On the Waterfront

Henri Gervex painted Yachting in the Archipelago in 1898, while a guest on board the magnificent yacht, Namouna, belonging to Gordon Bennett, the owner of the New York Herald and an international media entrepreneur. Bennett, who is probably depicted as the gentleman in white suit, leaning against the cabin in the posture of Captain of his vessel, moved frequently between New York and Paris.

These velvety lines, describing a lush portrait by a fashionable French Salon painter little remembered today, seem perfectly to capture the languid elegance of so many 19th Century European paintings. For here is a field of collecting that seems almost hopelessly dated and old-fashioned in today’s hopped-up and contemporary-crazed art market.

And yet the paintings in this genre are often breathtaking in terms of draftsmanship and color, drama and social history. One looks at Yachting in the Archipelago with a sense of vicarious wonder at a lifestyle that appears almost impossibly elegant, plush and cossetted. The yacht’s owner has catered to his guests every need and comfort, even ordering the canvas panels to be rolled to the edge of the overhead tarpaulin so as to protect his guests, in all their silk finery, from wind and sun.

This alluring slice of social history appeared in a sale last month at Sotheby’s of 19th Century European Art. As with so many auction sales these days in what we might call The New Art Market, this one was online-only. That meant the sale was displayed on Sotheby’s website for a period of several days, during which bids could be posted electronically at any hour of the day.

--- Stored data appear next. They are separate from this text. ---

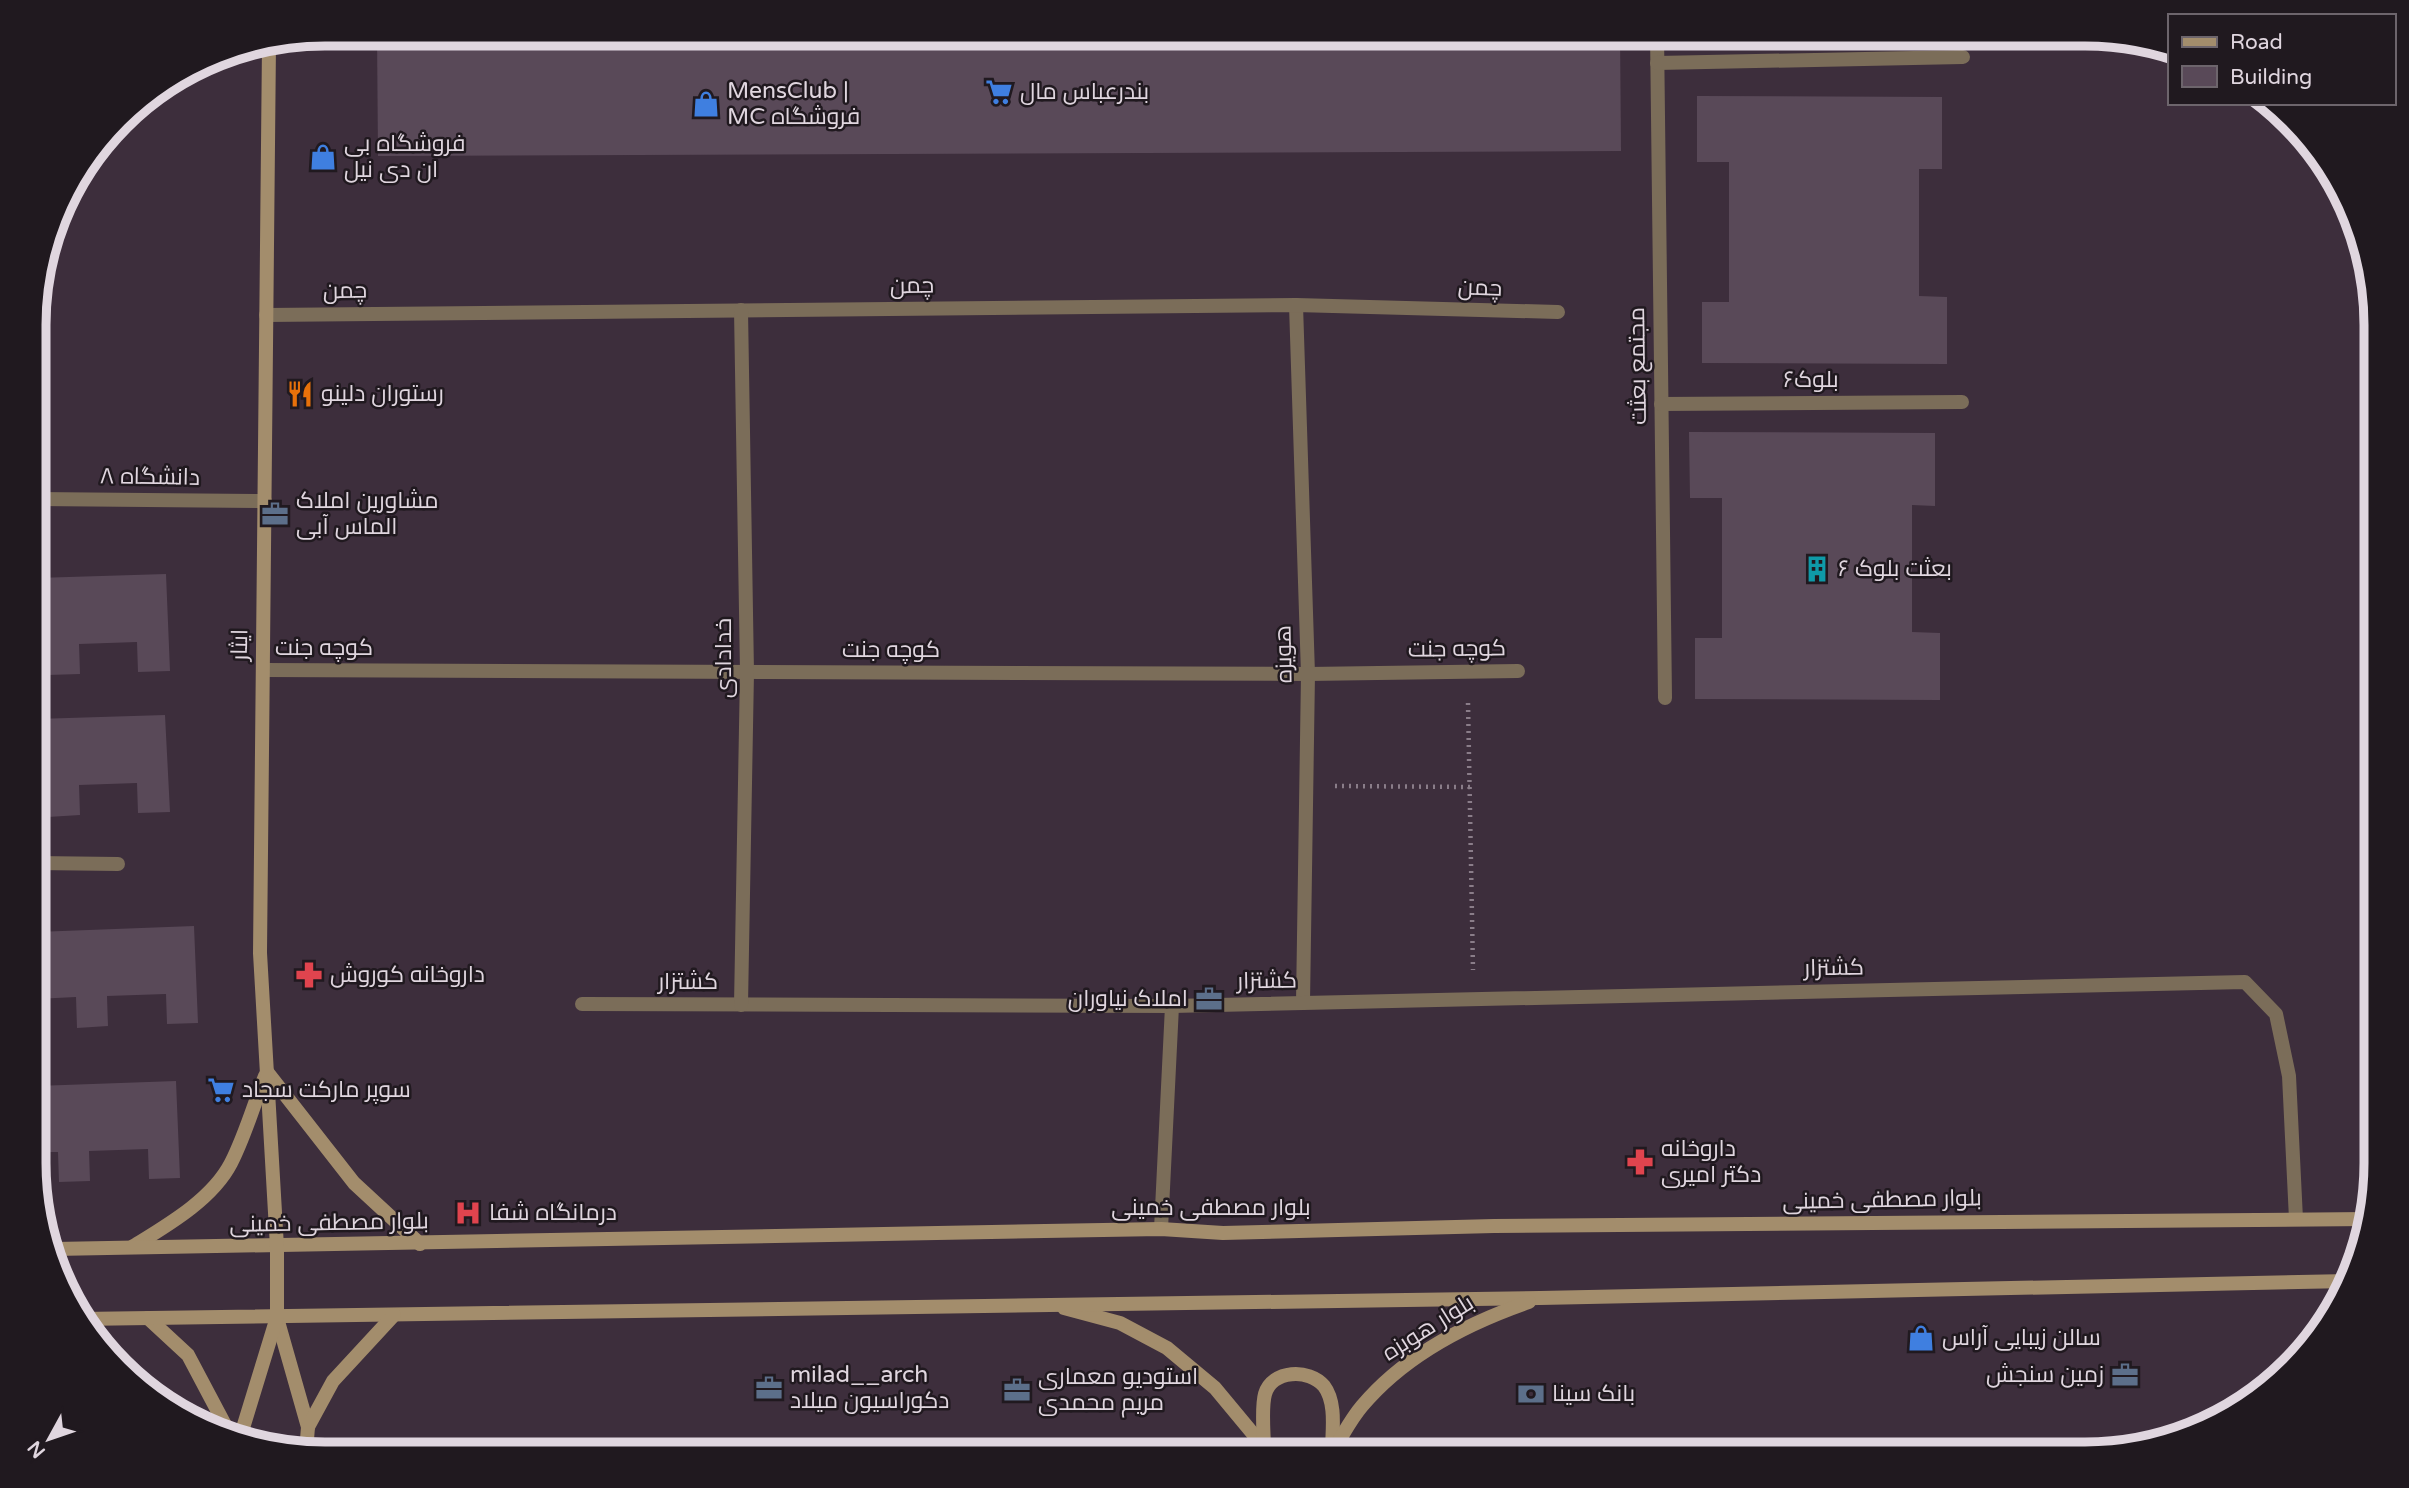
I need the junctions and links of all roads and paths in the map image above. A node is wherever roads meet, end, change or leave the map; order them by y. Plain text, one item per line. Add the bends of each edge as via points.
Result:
1 (1657, 46) edge
2 (269, 51) edge
3 (1963, 57) dead end
4 (1657, 63) junction
5 (1296, 305) junction
6 (741, 310) junction
7 (1558, 313) dead end
8 (266, 315) junction
9 (1962, 402) dead end
10 (1661, 404) junction
11 (46, 499) edge
12 (265, 501) junction
13 (263, 670) junction
14 (1467, 671) junction
15 (1518, 671) dead end
16 (747, 672) junction
17 (1308, 674) junction
18 (1665, 698) dead end
19 (1306, 786) junction
20 (1470, 787) junction
21 (46, 863) edge
22 (118, 864) dead end
23 (1474, 999) junction
24 (1303, 1003) junction
25 (582, 1004) dead end
26 (741, 1005) junction
27 (1172, 1006) junction
28 (267, 1072) junction
29 (2296, 1219) junction
30 (2358, 1219) edge
31 (1161, 1229) junction
32 (420, 1244) junction
33 (277, 1247) junction
34 (130, 1248) junction
35 (59, 1249) edge
36 (2338, 1280) edge
37 (1540, 1298) junction
38 (1047, 1303) junction
39 (394, 1315) junction
40 (277, 1317) junction
41 (148, 1318) junction
42 (94, 1319) edge
43 (224, 1424) edge
44 (308, 1427) junction
45 (242, 1430) edge
46 (307, 1442) edge
47 (1257, 1442) edge
48 (1264, 1442) edge
49 (1332, 1442) edge
50 (1339, 1442) edge

1 - 4 street, مجتمع بعثت
2 - 8 main road, ایثار
3 - 4 street
4 - 10 street, مجتمع بعثت
5 - 6 street, چمن
5 - 7 street, چمن
5 - 17 street, هویزه
6 - 8 street, چمن
6 - 16 street, خدادادی
8 - 12 main road, ایثار
9 - 10 street, بلوک۶
10 - 18 street, مجتمع بعثت
11 - 12 street, دانشگاه ۸
12 - 13 main road, ایثار
13 - 16 street, کوچه جنت
13 - 28 main road, ایثار via 260,953
14 - 15 street, کوچه جنت
14 - 17 street, کوچه جنت
14 - 20 path
16 - 17 street, کوچه جنت
16 - 26 street, خدادادی
17 - 19 street, هویزه
19 - 20 path
19 - 24 street, هویزه
20 - 23 path
21 - 22 street
23 - 24 street, کشتزار
23 - 29 street, کشتزار via 2245,982 2276,1014 2289,1076
24 - 27 street, کشتزار
25 - 26 street, کشتزار
26 - 27 street, کشتزار
27 - 31 street
28 - 32 main road via 354,1183
28 - 33 main road, ایثار
28 - 34 main road via 230,1164 183,1214
29 - 30 main road, بلوار مصطفی خمینی
29 - 31 main road, بلوار مصطفی خمینی via 1223,1233
31 - 32 main road, بلوار مصطفی خمینی
32 - 33 main road, بلوار مصطفی خمینی
33 - 34 main road, بلوار مصطفی خمینی
33 - 40 main road, ایثار
34 - 35 main road, بلوار مصطفی خمینی
36 - 37 main road
37 - 38 main road
37 - 50 main road, بلوار هوبزه via 1492,1315 1390,1376 1361,1407
38 - 39 main road
38 - 47 main road via 1120,1323 1167,1348 1215,1388
39 - 40 main road
39 - 44 main road via 334,1381
40 - 41 main road
40 - 44 main road
40 - 45 main road
41 - 42 main road
41 - 43 main road via 188,1355
44 - 46 main road
48 - 49 main road via 1264,1395 1272,1381 1289,1374 1310,1377 1323,1386 1331,1404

On the very last day of the sale, and indeed in the final minutes, each lot was “closed,” minute by minute. A red bar would suddenly appear, like a horizontal thermometer, showing that two minutes remained in the bidding. In the case of Yachting in the Archipelago, which carried an estimate of $300,000-400,000, the bidding-thermometer quickly drained and it sold for $403,200.

The sale overall included all the disparate styles and schools of 19th Century European art—encompassing, for example, fleshy portraits of nymphs and maidens by William Bouguereau; moody Scandinavian interiors showing a figure with back turned mysteriously to the viewer; all manner of fanciful bronzes and marble busts; and oddities like duck paintings by Alexander Koester. The sale also included the obligatory portrait of a haughty couple in dazzling dress by James Tissot—in this case one entitled The Proposal, which fetched an impressive $1,045,500, the highest price of the sale.

As I have long been fascinated with this collecting niche, I tuned in for the closing minutes of the sale to see how things were going. I didn’t expect much, and I was hardly surprised that several of the highest-estimated works went unsold, which has always been a hallmark of these sales, where bidders seem almost ghostly.

But to my surprise the sale ended with a startling result.

One of the very last lots was a moody and expansive oil painting dated 1882 by a British artist I had never heard of named Owen Dalziel. Remarkably, Dalziel lived from 1860 to 1960—from the reign of Queen Victoria to the age of Sputnik. He was prolific, and he seems to have enjoyed a long if not glorious career as a working artist.

The painting in question, entitled Fish Market at Yarmouth, carried a modest estimate of $4,000-6,000, perhaps signifying its unimportance in such grand company as Henri Gervex and his flamboyant Yachting in the Archipelago. The painting depicted haggard-looking fisherman assembled around the day’s catch, wearily awaiting its sale by an auctioneer front and center in the picture, with the fishing boats in the background adding color and essence to the proceedings.

Though perhaps drab and a bit dreary, the painting seemed to me oddly mesmerizing. Indeed, it was also bursting with drama, suspense and narrative power.  How far removed in mood from Yachting on the Archipelago!

And so the red time-bar appeared below the painting to signify that bidding was closing on this lot. But as I watched, the red time-bar kept draining and refilling, over and over again. This went on for many minutes. Quietly, invisible bidders were driving the price of this modest painting sky high!

Finally, the red bar drained and the sale ended. The price: $277,200, some forty-six times the high estimate.

I immediately reached out to Sotheby’s for a comment. A specialist in the 19th Century European Paintings Department named Madalina Lazen kindly replied: “The sale of lot 259 took us by surprise as well. I can only speculate that there is a demand for paintings of auctions and markets of any kind because they capture a moment in time. The fish auction was particularly interesting due to its unvarnished realism.”

How perfect the word “unvarnished” seemed in describing this painting, surely Owen Dalziel’s masterpiece. It was the star of the entire sale!

How thrilling to see such excitement and bidding zeal in a field of collecting so otherwise sleepy, fading and nearly forgotten.